Austria and Greece persecuting under-vaccinated people
One of the reasons that the United States excelled in the 1950s and 1960s is that groups that were persecuted under the NAZIs and later fled the Soviet system had no other, viable option other than fleeing to the United States.
The United States, through shear dumb luck was able to skim the cream of the world's talent.
The smug apparatchiks of the European Union are creating the same situation. If I were the Prime Minister of Poland or Hungary or Russia or Governor of Florida or Texas, I would offer every citizen of Austria, Germany or Greece a voucher for a free house, provided they brought a skill and at least ten more productive years with them. Engineer? You are in. Physicist? In. Chemist? In. Can graft genes? In. Programmer? In.
Talent is mobile. Talent has the option of voting with its feet.
Fire-brick
This is the third time I have read this book. I know how it ends.
Most people suffer. A few thrive.
The thrivers hide their wealth.
"Homeostasis" means protection from exposure. |
The thrivers find a way to meet the basic needs of survival by reconfiguring native or ubiquitous materials. By basic needs, I mean the ones that show up at the bottom two levels of Maslow's Hierarchy.
The reason for native/ubiquitous materials is that a debauched currency cannot by non-native materials. Need a new circuit-board from off-shore? Too bad for you. Need a grade of steel with an exotic alloying element? TFB. Even local materials will require wheelbarrows of dollars if it is something you cannot grub out of the ground yourself.
It occurred to me that the ability to make fire-brick from native materials would be in high demand and potentially lucrative. People will be cobbling together woodstoves from all kinds of inappropriate materials. People will need ovens and kilns and forges as industry starts on a more local level.
There are many sites on the internet that will tell you how to make excellent fire-brick from purchased materials like Greenstripe clay and perlite. Perlite is basically rock that has been turned into popcorn.
I am pretty sure that I can find local sources of clay/sand suitable for brick if I look around.
Finding a material that will create regular voids in the baked clay with obtuse (or no) re-entrant angles is more challenging.

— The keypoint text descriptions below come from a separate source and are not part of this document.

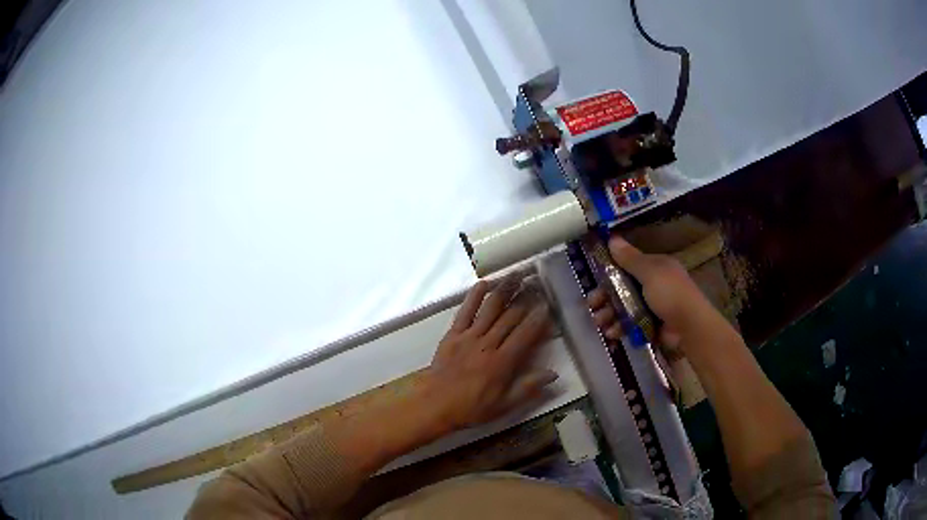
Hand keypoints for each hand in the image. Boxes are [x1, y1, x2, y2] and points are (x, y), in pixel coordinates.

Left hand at [424, 273, 557, 432]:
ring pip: (490, 309)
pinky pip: (465, 311)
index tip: (547, 304)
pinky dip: (474, 296)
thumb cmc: (471, 408)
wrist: (435, 405)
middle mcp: (488, 344)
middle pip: (510, 317)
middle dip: (525, 298)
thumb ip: (528, 388)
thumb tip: (553, 374)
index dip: (538, 318)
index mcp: (502, 362)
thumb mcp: (504, 405)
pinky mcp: (453, 334)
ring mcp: (469, 337)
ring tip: (516, 275)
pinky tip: (484, 283)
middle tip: (536, 283)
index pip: (525, 334)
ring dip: (505, 290)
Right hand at [588, 236, 717, 349]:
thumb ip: (630, 259)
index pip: (627, 266)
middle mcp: (652, 285)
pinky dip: (619, 328)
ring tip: (600, 323)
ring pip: (623, 308)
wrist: (689, 328)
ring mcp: (651, 307)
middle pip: (622, 289)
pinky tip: (612, 334)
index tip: (594, 280)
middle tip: (591, 306)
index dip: (609, 272)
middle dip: (605, 297)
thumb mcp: (650, 272)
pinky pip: (629, 325)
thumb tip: (612, 238)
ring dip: (609, 315)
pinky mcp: (649, 326)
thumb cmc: (670, 294)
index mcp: (655, 268)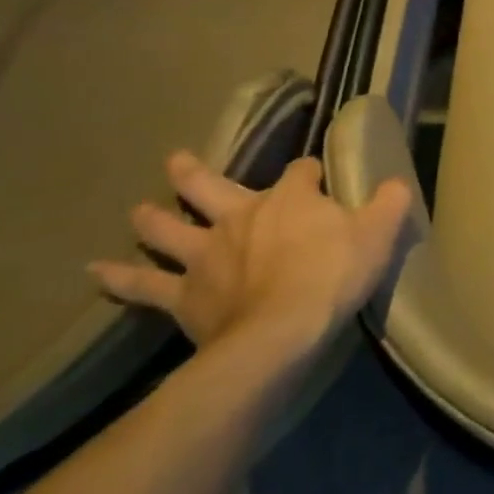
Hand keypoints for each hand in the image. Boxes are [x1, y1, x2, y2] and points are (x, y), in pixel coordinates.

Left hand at [90, 151, 410, 363]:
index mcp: (289, 199)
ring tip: (138, 211)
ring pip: (168, 228)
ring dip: (153, 217)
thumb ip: (390, 202)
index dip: (310, 174)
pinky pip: (143, 285)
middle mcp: (240, 216)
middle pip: (209, 186)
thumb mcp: (379, 233)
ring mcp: (205, 254)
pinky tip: (97, 272)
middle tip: (177, 161)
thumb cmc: (334, 275)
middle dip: (194, 174)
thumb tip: (396, 182)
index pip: (301, 172)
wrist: (282, 332)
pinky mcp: (183, 294)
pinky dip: (120, 278)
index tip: (318, 180)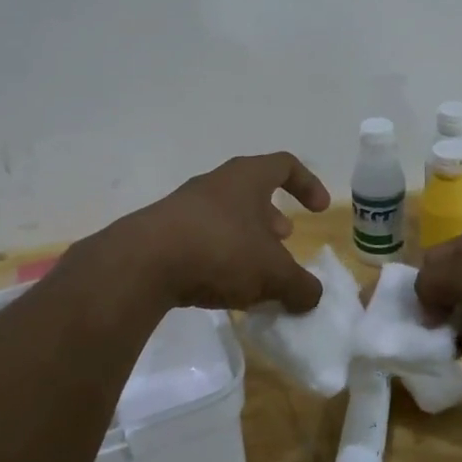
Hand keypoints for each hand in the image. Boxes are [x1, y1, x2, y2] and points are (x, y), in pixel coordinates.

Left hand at [104, 153, 331, 312]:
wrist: (142, 263)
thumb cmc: (220, 251)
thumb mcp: (273, 273)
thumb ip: (300, 285)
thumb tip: (312, 296)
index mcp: (245, 179)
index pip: (284, 165)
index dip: (307, 184)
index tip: (319, 210)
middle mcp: (214, 185)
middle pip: (251, 192)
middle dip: (271, 218)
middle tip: (284, 242)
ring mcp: (184, 208)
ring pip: (225, 218)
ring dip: (245, 240)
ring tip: (257, 272)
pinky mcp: (161, 234)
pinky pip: (201, 240)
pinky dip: (219, 258)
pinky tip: (223, 287)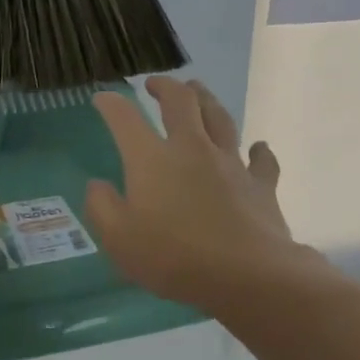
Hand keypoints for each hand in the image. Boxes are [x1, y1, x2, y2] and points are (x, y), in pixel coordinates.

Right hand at [85, 77, 314, 310]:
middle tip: (155, 84)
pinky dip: (259, 151)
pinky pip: (262, 160)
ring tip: (198, 90)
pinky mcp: (261, 186)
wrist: (248, 276)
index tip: (102, 98)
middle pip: (181, 102)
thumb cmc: (174, 257)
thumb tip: (98, 184)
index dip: (111, 104)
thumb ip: (102, 207)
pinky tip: (258, 148)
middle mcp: (192, 149)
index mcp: (152, 159)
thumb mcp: (118, 239)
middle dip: (165, 86)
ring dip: (206, 99)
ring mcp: (230, 164)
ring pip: (220, 118)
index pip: (125, 119)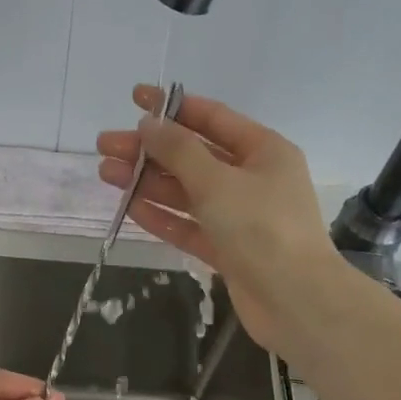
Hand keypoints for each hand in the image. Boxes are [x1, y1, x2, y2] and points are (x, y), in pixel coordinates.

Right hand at [97, 85, 339, 355]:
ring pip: (187, 192)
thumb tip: (148, 124)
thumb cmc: (261, 228)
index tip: (134, 99)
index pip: (212, 118)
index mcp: (263, 150)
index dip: (172, 107)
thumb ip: (179, 151)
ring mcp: (240, 216)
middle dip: (150, 150)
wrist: (294, 300)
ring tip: (107, 173)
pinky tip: (130, 207)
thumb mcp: (217, 181)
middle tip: (106, 146)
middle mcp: (252, 178)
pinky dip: (162, 216)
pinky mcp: (227, 249)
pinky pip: (190, 225)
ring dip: (149, 182)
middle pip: (193, 156)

One option would be to work 45%-by-volume clay and 55% toasted millet seeds. Millet seed (also known as birdseed) is round and currently runs about $8 per cubic-foot. It is also a product that can be grown almost everywhere in the United States. It would be necessary to bring the green firebrick slowly up-to-heat to give the millet time to char and out-gas so-as to not shatter the brick.
The final result would be a matrix of heat-resistant ceramic saturated with spherical voids. Spherical voids have the happy properties of both insulating and arresting the growth of cracks.
Excellent information. I hope to have the health to make a good run into this brave new world. I'm trading dollars for stuff right now. Seems that stuff has more long term value than dollars. Fore warned is fore armed. At least to those that do, instead of talk.
ReplyDeleteYou may be able to find materials locally. How old is the housing stock around you? I'd wager quite a few 30s to 60s structures have vermiculite insulation. Its smaller than pea gravel and is a decent insulator on its own. It may have asbestos in it, but if the options are lung cancer in 20 yrs vs freezing or burning to death in the next month, you may want to roll those dice.
ReplyDelete"Thrivers hid their wealth" -- They were ones that did not wind up in a concentration camp.